Home

Awesome

observable_unique_ptr, observable_sealed_ptr, observer_ptr

Build Status Docs Build Status codecov

Built and tested on:

Table of content:

<!-- MarkdownTOC autolink="true" --> <!-- /MarkdownTOC -->

Introduction

This is a small header-only library, providing the unique-ownership smart pointers observable_unique_ptr and observable_sealed_ptr that can be observed with non-owning pointers observer_ptr. This is a mixture of std::unique_ptr and std::shared_ptr: it borrows the unique-ownership semantic of std::unique_ptr (movable, non-copiable), but allows creating observer_ptr to monitor the lifetime of the pointed object (like std::weak_ptr for std::shared_ptr).
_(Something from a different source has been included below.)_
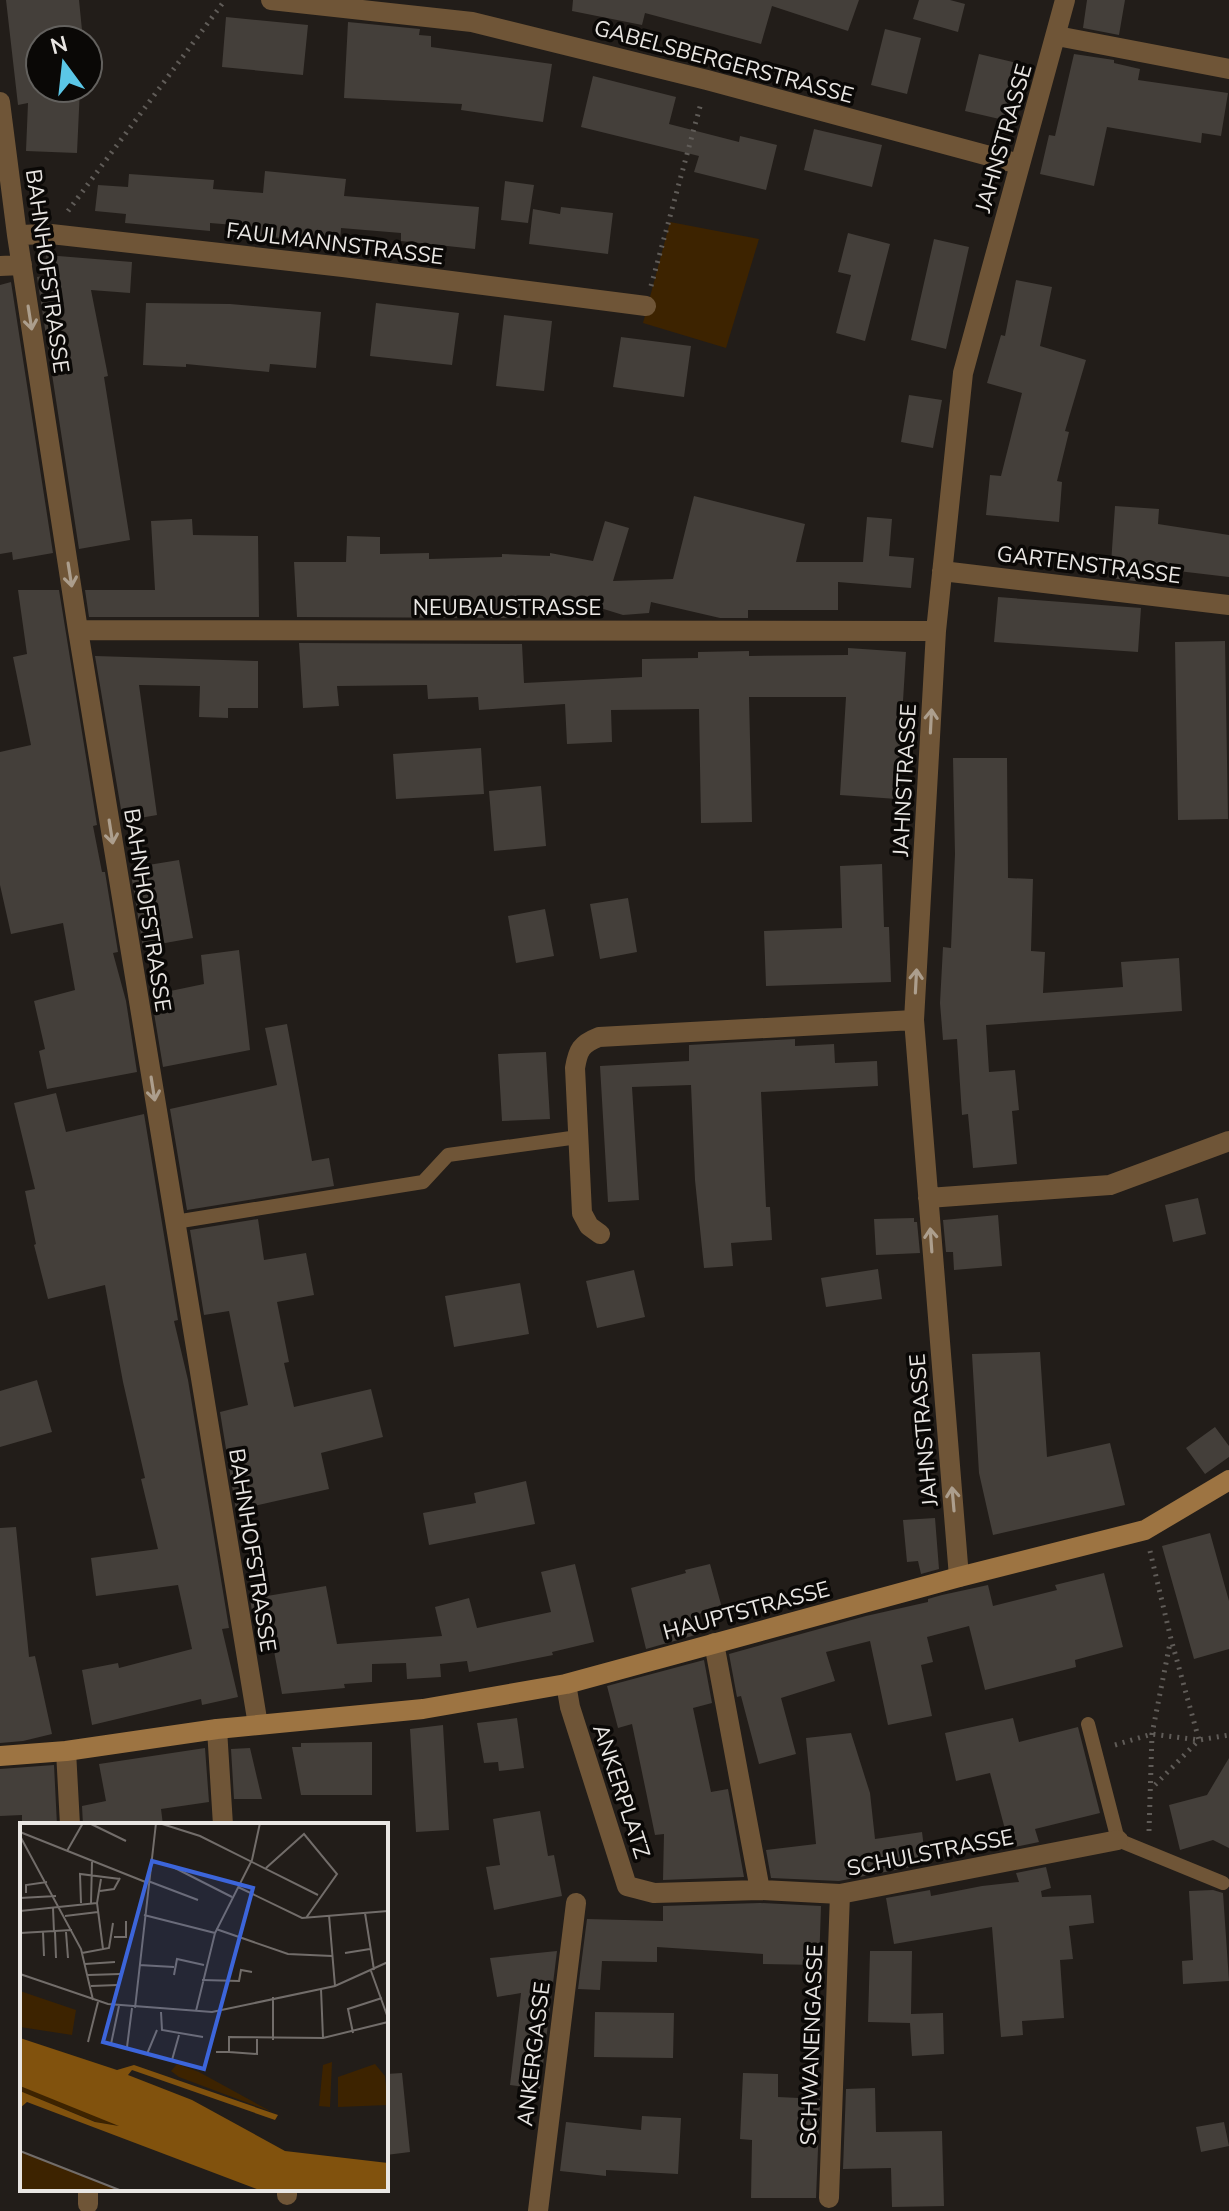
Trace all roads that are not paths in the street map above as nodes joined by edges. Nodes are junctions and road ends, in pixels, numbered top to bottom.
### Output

The only difference between observable_unique_ptr and observable_sealed_ptr is that the former can release ownership, while the latter cannot. Disallowing release of ownership enables allocation optimizations. Therefore, the recommendation is to use observable_sealed_ptr unless release of ownership is required.

These pointers are useful for cases where the shared-ownership of std::shared_ptr is not desirable, e.g., when lifetime must be carefully controlled and not be allowed to extend, yet non-owning/weak/observer references to the object may exist after the object has been deleted.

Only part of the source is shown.